Below are some entries. Work out how many of their lines hold the word "junction", and write that number alone.

Start of Information supplied

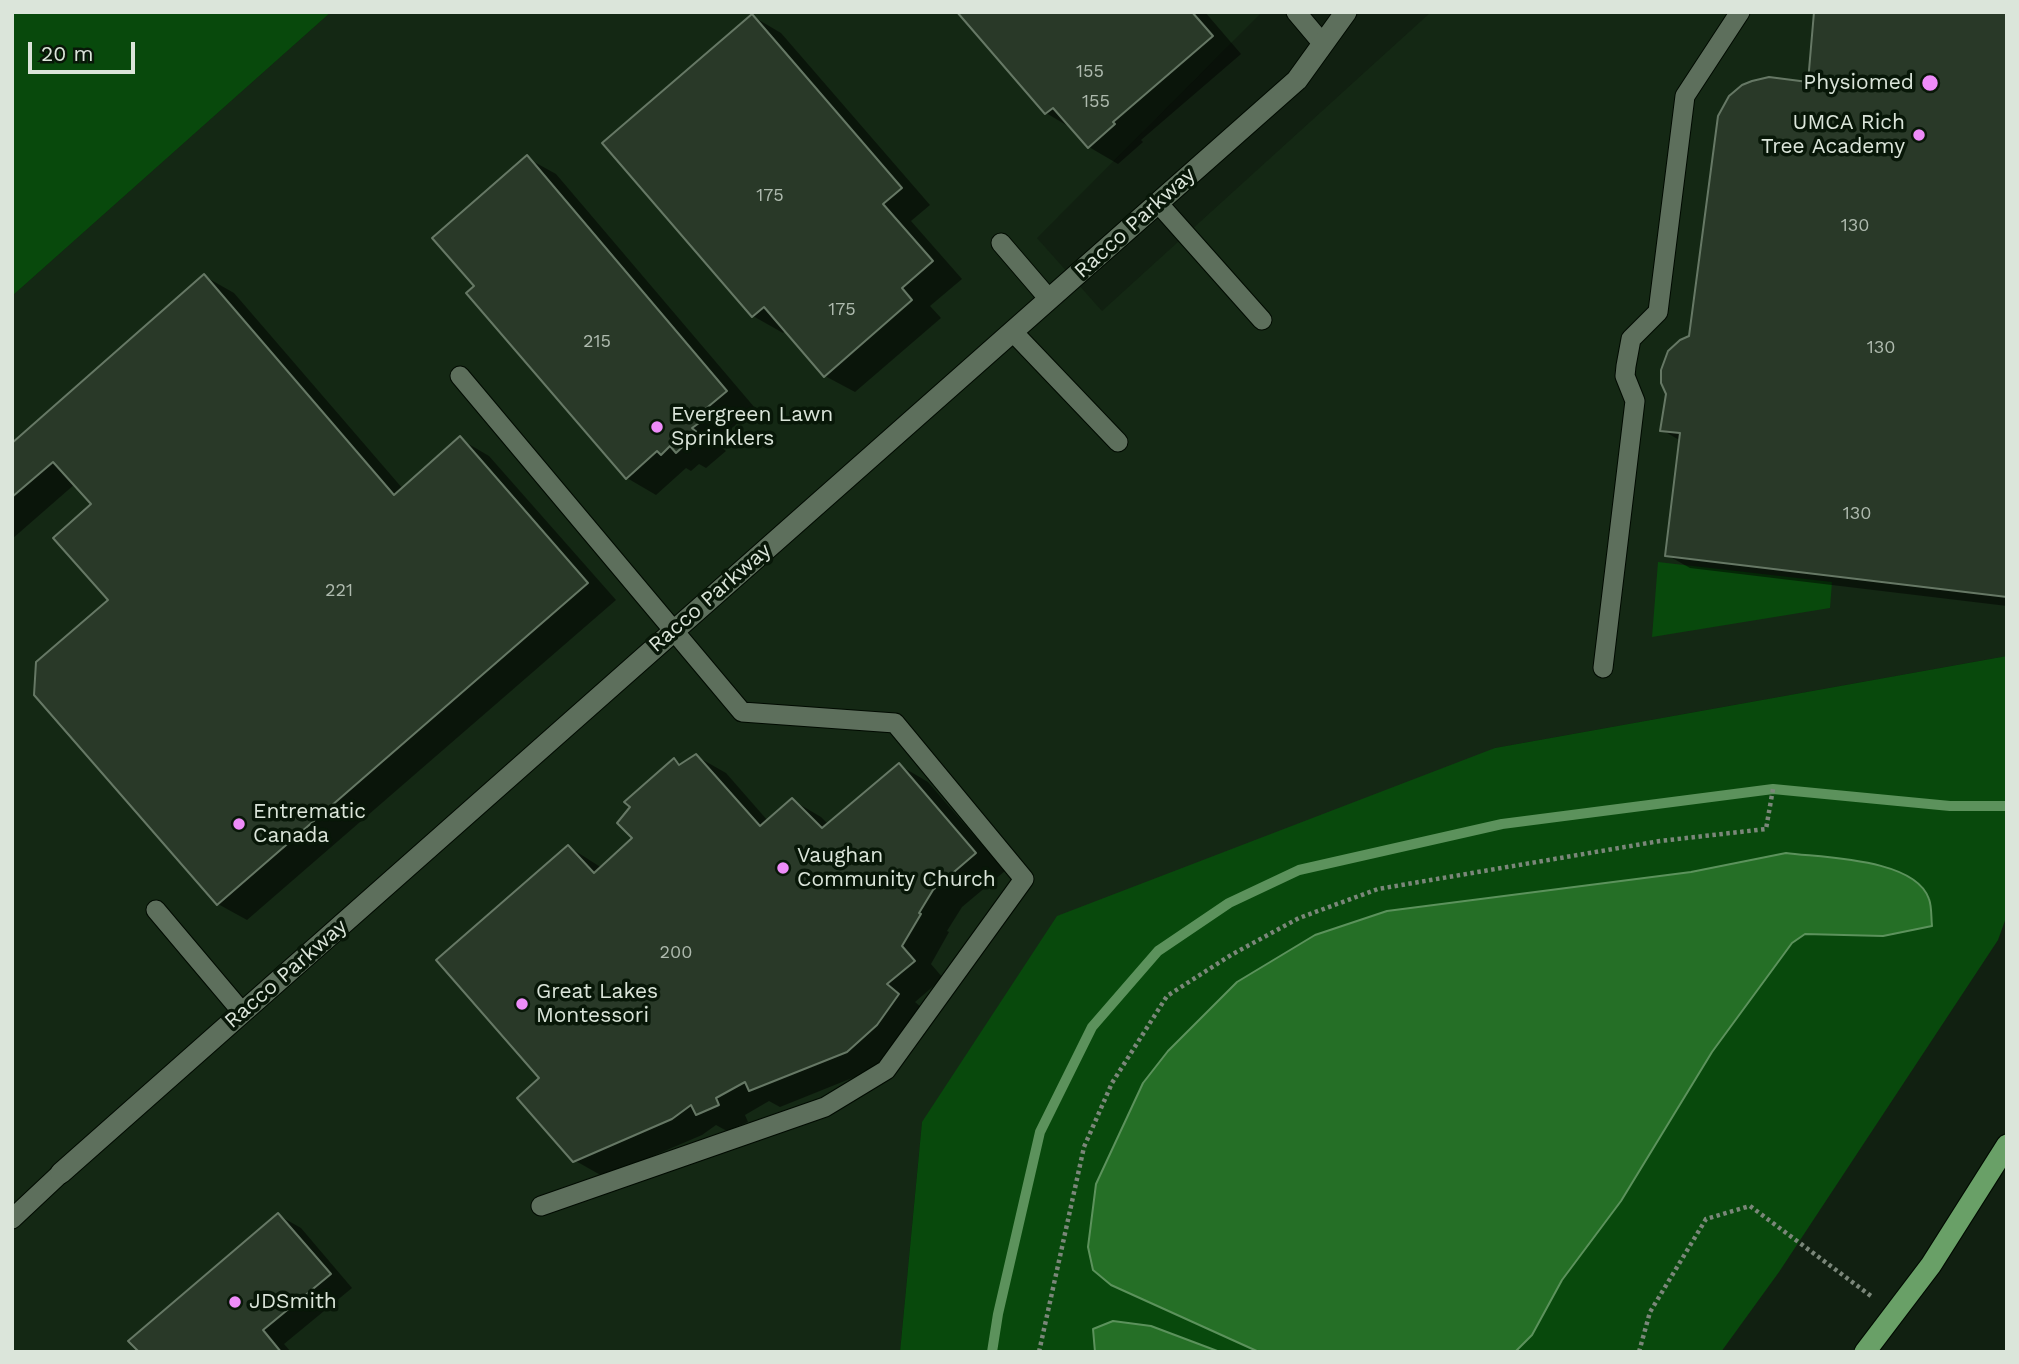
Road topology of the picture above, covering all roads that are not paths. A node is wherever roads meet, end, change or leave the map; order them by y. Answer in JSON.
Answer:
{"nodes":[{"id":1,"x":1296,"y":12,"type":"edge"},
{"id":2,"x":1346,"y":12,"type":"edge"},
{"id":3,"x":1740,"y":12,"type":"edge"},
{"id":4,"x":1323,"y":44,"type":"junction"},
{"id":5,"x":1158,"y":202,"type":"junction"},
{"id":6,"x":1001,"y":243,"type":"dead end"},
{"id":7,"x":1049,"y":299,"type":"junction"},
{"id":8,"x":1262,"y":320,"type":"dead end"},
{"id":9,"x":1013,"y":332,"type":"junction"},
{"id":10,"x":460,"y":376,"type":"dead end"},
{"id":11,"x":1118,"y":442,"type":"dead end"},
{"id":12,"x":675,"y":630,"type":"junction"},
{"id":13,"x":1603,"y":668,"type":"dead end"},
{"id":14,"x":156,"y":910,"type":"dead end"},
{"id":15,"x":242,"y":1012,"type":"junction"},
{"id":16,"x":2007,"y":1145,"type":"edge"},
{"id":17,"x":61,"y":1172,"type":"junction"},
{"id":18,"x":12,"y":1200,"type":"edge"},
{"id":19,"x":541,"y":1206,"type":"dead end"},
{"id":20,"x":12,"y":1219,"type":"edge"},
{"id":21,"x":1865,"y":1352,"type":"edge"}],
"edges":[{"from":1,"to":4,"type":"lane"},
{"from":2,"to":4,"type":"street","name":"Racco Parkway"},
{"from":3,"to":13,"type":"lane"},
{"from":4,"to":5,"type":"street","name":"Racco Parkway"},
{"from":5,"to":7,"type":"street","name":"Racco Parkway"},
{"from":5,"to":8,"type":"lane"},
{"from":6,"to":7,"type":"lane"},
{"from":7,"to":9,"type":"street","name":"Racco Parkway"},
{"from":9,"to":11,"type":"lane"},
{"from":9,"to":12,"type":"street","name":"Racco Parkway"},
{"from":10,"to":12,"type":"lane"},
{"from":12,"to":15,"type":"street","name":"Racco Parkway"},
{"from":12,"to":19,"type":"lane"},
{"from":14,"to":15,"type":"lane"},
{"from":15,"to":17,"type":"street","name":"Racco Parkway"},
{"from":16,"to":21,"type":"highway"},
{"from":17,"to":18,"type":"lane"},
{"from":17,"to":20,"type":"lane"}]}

End of Information supplied

:: The completed task ::
7